__WHAT THIS TASK INVOLVES__
Could you repeat all of the entries word for word, minus any pictures?

__DATA SECTION__
- Opening Delimiter -

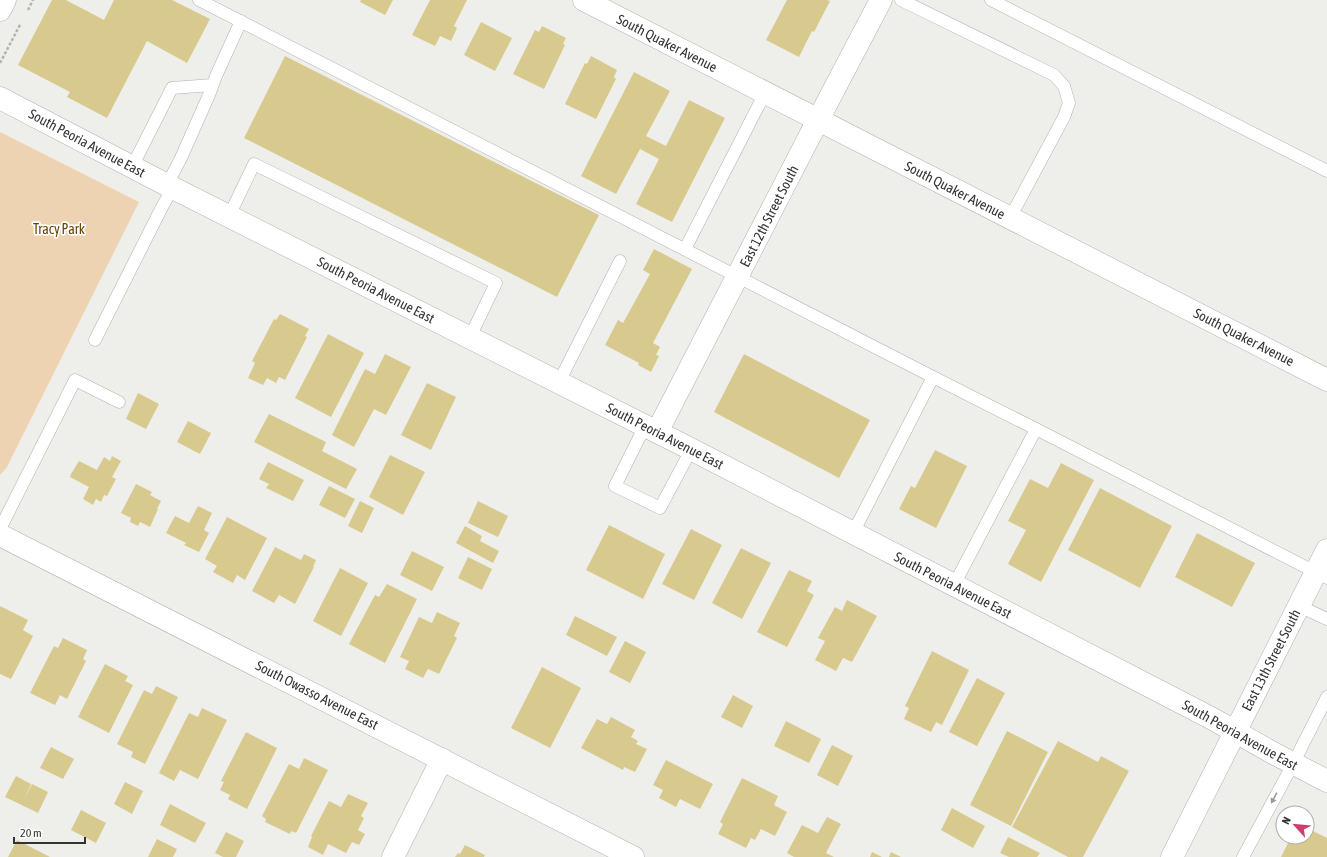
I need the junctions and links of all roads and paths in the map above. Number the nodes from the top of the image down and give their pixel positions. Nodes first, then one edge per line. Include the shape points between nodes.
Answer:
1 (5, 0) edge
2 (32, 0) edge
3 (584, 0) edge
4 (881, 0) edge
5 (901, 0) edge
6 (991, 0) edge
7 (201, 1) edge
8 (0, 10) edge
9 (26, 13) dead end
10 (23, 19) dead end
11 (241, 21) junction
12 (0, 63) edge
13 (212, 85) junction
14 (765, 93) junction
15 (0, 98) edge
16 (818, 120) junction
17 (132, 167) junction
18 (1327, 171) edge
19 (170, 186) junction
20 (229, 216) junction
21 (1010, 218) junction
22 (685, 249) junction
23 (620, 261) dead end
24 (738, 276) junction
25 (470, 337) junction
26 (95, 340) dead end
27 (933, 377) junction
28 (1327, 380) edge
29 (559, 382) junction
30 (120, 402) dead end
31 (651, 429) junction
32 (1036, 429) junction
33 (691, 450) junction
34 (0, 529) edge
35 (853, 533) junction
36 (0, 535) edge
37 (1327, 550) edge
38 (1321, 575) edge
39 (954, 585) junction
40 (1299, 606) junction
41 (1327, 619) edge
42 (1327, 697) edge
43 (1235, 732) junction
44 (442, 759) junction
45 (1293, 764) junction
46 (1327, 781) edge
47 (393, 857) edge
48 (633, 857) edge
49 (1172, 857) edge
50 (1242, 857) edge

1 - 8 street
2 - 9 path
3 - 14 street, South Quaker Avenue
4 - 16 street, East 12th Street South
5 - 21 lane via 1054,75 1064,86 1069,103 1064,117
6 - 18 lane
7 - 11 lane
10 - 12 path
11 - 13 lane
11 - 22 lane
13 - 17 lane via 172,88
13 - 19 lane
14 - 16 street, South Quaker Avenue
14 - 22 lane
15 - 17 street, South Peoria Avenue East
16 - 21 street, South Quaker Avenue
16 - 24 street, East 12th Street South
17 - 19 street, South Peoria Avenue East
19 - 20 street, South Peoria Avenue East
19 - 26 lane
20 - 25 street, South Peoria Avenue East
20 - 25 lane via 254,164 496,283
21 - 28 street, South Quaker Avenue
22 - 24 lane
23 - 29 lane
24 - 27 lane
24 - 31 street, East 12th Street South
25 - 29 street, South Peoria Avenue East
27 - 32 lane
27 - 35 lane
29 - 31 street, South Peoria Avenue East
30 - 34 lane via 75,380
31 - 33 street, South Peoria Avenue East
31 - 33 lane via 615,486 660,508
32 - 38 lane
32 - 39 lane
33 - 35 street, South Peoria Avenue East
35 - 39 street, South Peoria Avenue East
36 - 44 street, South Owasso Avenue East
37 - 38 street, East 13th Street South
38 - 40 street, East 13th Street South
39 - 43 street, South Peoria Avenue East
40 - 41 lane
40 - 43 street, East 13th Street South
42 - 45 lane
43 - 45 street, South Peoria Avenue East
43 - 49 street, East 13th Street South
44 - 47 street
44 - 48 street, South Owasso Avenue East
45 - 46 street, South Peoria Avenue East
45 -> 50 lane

- Closing Delimiter -

__TASK SOLUTION__
I need the junctions and links of all roads and paths in the map above. Number the nodes from the top of the image down and give their pixel positions. Nodes first, then one edge per line. Include the shape points between nodes.
Answer:
1 (5, 0) edge
2 (32, 0) edge
3 (584, 0) edge
4 (881, 0) edge
5 (901, 0) edge
6 (991, 0) edge
7 (201, 1) edge
8 (0, 10) edge
9 (26, 13) dead end
10 (23, 19) dead end
11 (241, 21) junction
12 (0, 63) edge
13 (212, 85) junction
14 (765, 93) junction
15 (0, 98) edge
16 (818, 120) junction
17 (132, 167) junction
18 (1327, 171) edge
19 (170, 186) junction
20 (229, 216) junction
21 (1010, 218) junction
22 (685, 249) junction
23 (620, 261) dead end
24 (738, 276) junction
25 (470, 337) junction
26 (95, 340) dead end
27 (933, 377) junction
28 (1327, 380) edge
29 (559, 382) junction
30 (120, 402) dead end
31 (651, 429) junction
32 (1036, 429) junction
33 (691, 450) junction
34 (0, 529) edge
35 (853, 533) junction
36 (0, 535) edge
37 (1327, 550) edge
38 (1321, 575) edge
39 (954, 585) junction
40 (1299, 606) junction
41 (1327, 619) edge
42 (1327, 697) edge
43 (1235, 732) junction
44 (442, 759) junction
45 (1293, 764) junction
46 (1327, 781) edge
47 (393, 857) edge
48 (633, 857) edge
49 (1172, 857) edge
50 (1242, 857) edge

1 - 8 street
2 - 9 path
3 - 14 street, South Quaker Avenue
4 - 16 street, East 12th Street South
5 - 21 lane via 1054,75 1064,86 1069,103 1064,117
6 - 18 lane
7 - 11 lane
10 - 12 path
11 - 13 lane
11 - 22 lane
13 - 17 lane via 172,88
13 - 19 lane
14 - 16 street, South Quaker Avenue
14 - 22 lane
15 - 17 street, South Peoria Avenue East
16 - 21 street, South Quaker Avenue
16 - 24 street, East 12th Street South
17 - 19 street, South Peoria Avenue East
19 - 20 street, South Peoria Avenue East
19 - 26 lane
20 - 25 street, South Peoria Avenue East
20 - 25 lane via 254,164 496,283
21 - 28 street, South Quaker Avenue
22 - 24 lane
23 - 29 lane
24 - 27 lane
24 - 31 street, East 12th Street South
25 - 29 street, South Peoria Avenue East
27 - 32 lane
27 - 35 lane
29 - 31 street, South Peoria Avenue East
30 - 34 lane via 75,380
31 - 33 street, South Peoria Avenue East
31 - 33 lane via 615,486 660,508
32 - 38 lane
32 - 39 lane
33 - 35 street, South Peoria Avenue East
35 - 39 street, South Peoria Avenue East
36 - 44 street, South Owasso Avenue East
37 - 38 street, East 13th Street South
38 - 40 street, East 13th Street South
39 - 43 street, South Peoria Avenue East
40 - 41 lane
40 - 43 street, East 13th Street South
42 - 45 lane
43 - 45 street, South Peoria Avenue East
43 - 49 street, East 13th Street South
44 - 47 street
44 - 48 street, South Owasso Avenue East
45 - 46 street, South Peoria Avenue East
45 -> 50 lane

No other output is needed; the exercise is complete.